Associate every message to translate in the source code with a unique identifier. To retrieve a message from a catalog file solely the identifier is used.

This means for the author of the program that s/he will have to make sure the meaning of the identifier in the program code and in the message catalogs are always the same.

Before a message can be translated the catalog file must be located. The user of the program must be able to guide the responsible function to find whatever catalog the user wants. This is separated from what the programmer had in mind.

All the types, constants and functions for the catgets functions are defined/declared in the nl_types.h header file.

The catgetsfunction family

nl_catd function>catopen/function> (const char *cat_name, int flag) The catgets function tries to locate the message data file names cat_name and loads it when found. The return value is of an opaque type and can be used in calls to the other functions to refer to this loaded catalog.

The return value is (nl_catd) -1 in case the function failed and no catalog was loaded. The global variable errno contains a code for the error causing the failure. But even if the function call succeeded this does not mean that all messages can be translated.

Locating the catalog file must happen in a way which lets the user of the program influence the decision. It is up to the user to decide about the language to use and sometimes it is useful to use alternate catalog files. All this can be specified by the user by setting some environment variables.

The first problem is to find out where all the message catalogs are stored. Every program could have its own place to keep all the different files but usually the catalog files are grouped by languages and the catalogs for all programs are kept in the same place.

To tell the catopen function where the catalog for the program can be found the user can set the environment variable NLSPATH to a value which describes her/his choice. Since this value must be usable for different languages and locales it cannot be a simple string. Instead it is a format string (similar to printf's). An example is

/usr/share/locale/%L/%N:/usr/share/locale/%L/LC_MESSAGES/%N

First one can see that more than one directory can be specified (with the usual syntax of separating them by colons). The next things to observe are the format string, %L and %N in this case. The catopen function knows about several of them and the replacement for all of them is of course different.

%N

This format element is substituted with the name of the catalog file. This is the value of the cat_name argument given to catgets.

%L

This format element is substituted with the name of the currently selected locale for translating messages. How this is determined is explained below.

%l

(This is the lowercase ell.) This format element is substituted with the language element of the locale name. The string describing the selected locale is expected to have the form lang[_terr[.codeset]] and this format uses the first part lang.

%t

This format element is substituted by the territory part terr of the name of the currently selected locale. See the explanation of the format above.

%c

This format element is substituted by the codeset part codeset of the name of the currently selected locale. See the explanation of the format above.

%%

Since % is used in a meta character there must be a way to express the % character in the result itself. Using %% does this just like it works for printf.

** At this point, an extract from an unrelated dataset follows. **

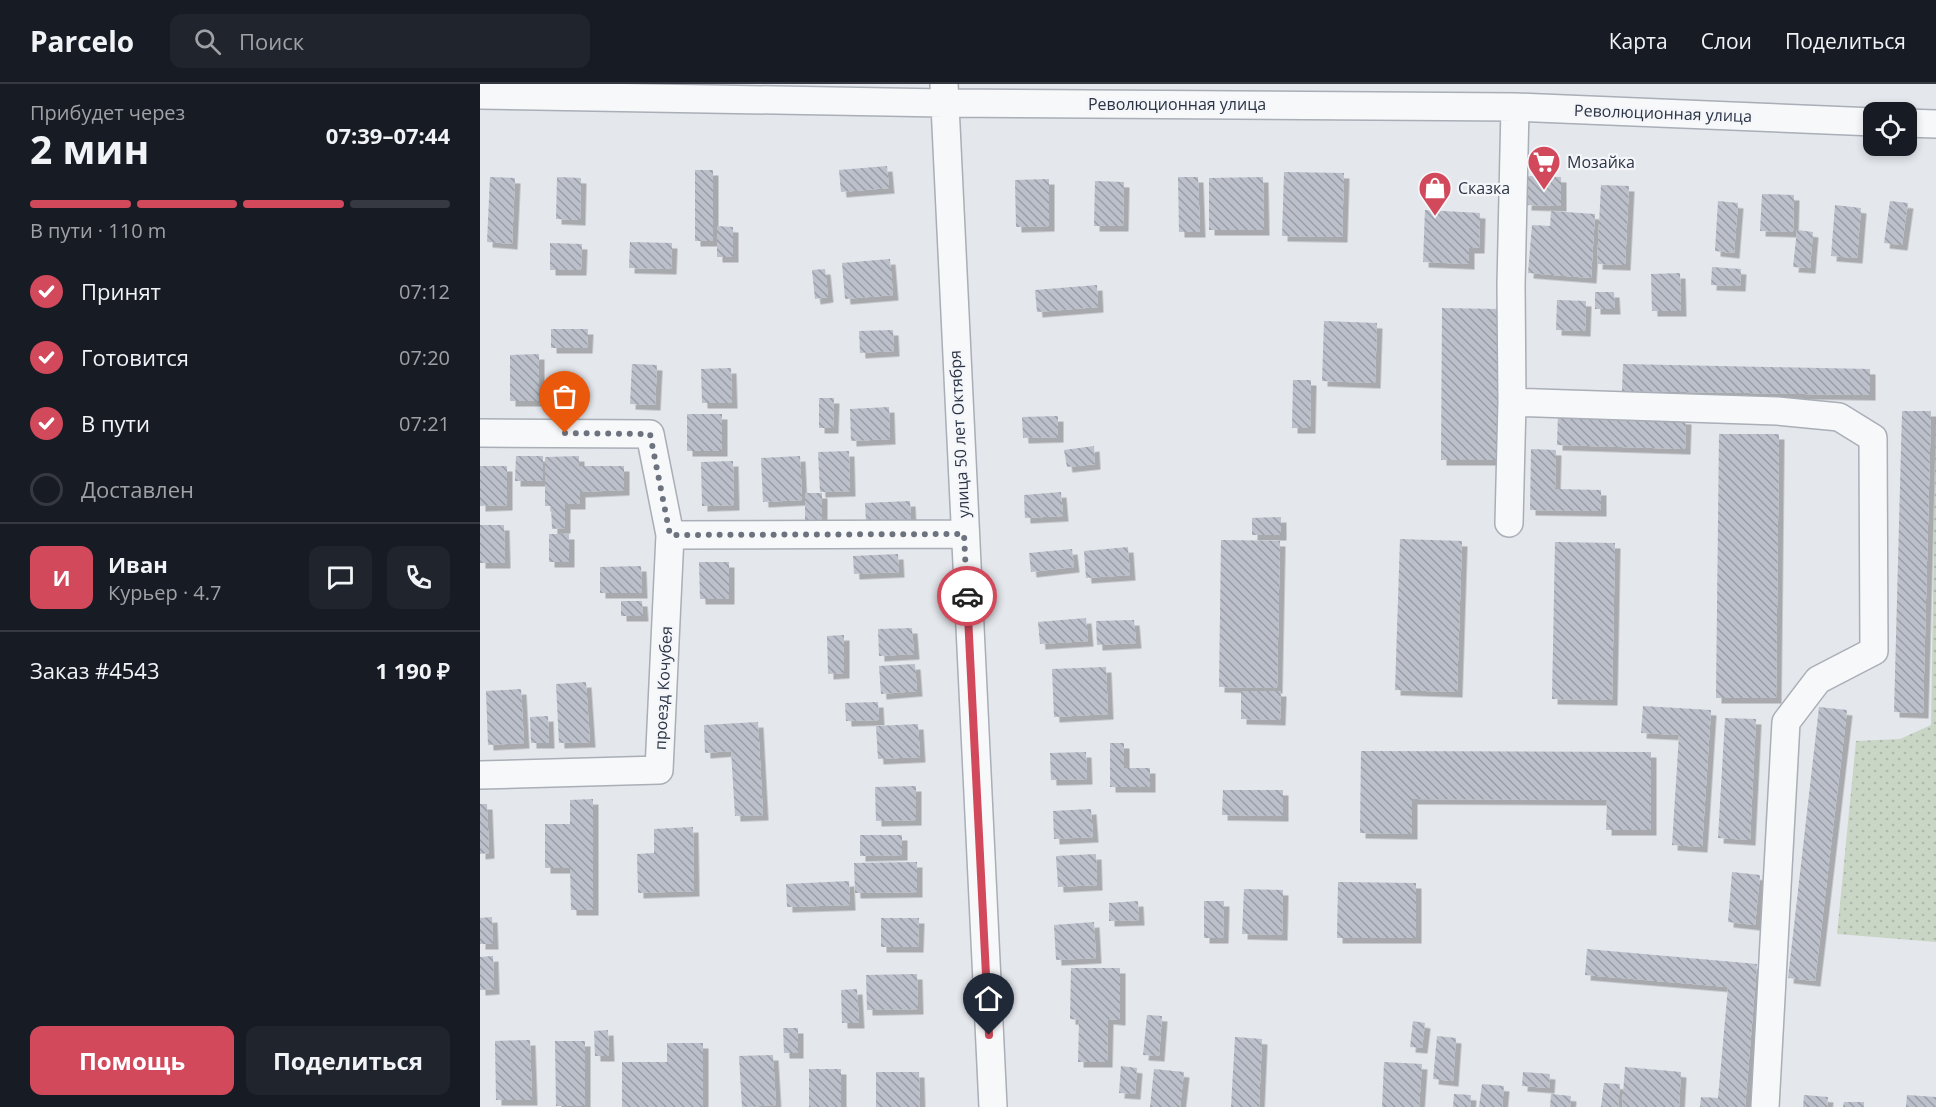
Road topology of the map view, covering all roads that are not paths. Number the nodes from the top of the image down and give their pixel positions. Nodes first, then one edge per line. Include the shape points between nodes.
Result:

Using NLSPATH allows arbitrary directories to be searched for message catalogs while still allowing different languages to be used. If the NLSPATH environment variable is not set, the default value is

prefix/share/locale/%L/%N:prefix/share/locale/%L/LC_MESSAGES/%N

where prefix is given to configure while installing the GNU C Library (this value is in many cases /usr or the empty string).

The remaining problem is to decide which must be used. The value decides about the substitution of the format elements mentioned above. First of all the user can specify a path in the message catalog name (i.e., the name contains a slash character). In this situation the NLSPATH environment variable is not used. The catalog must exist as specified in the program, perhaps relative to the current working directory. This situation in not desirable and catalogs names never should be written this way. Beside this, this behavior is not portable to all other platforms providing the catgets interface.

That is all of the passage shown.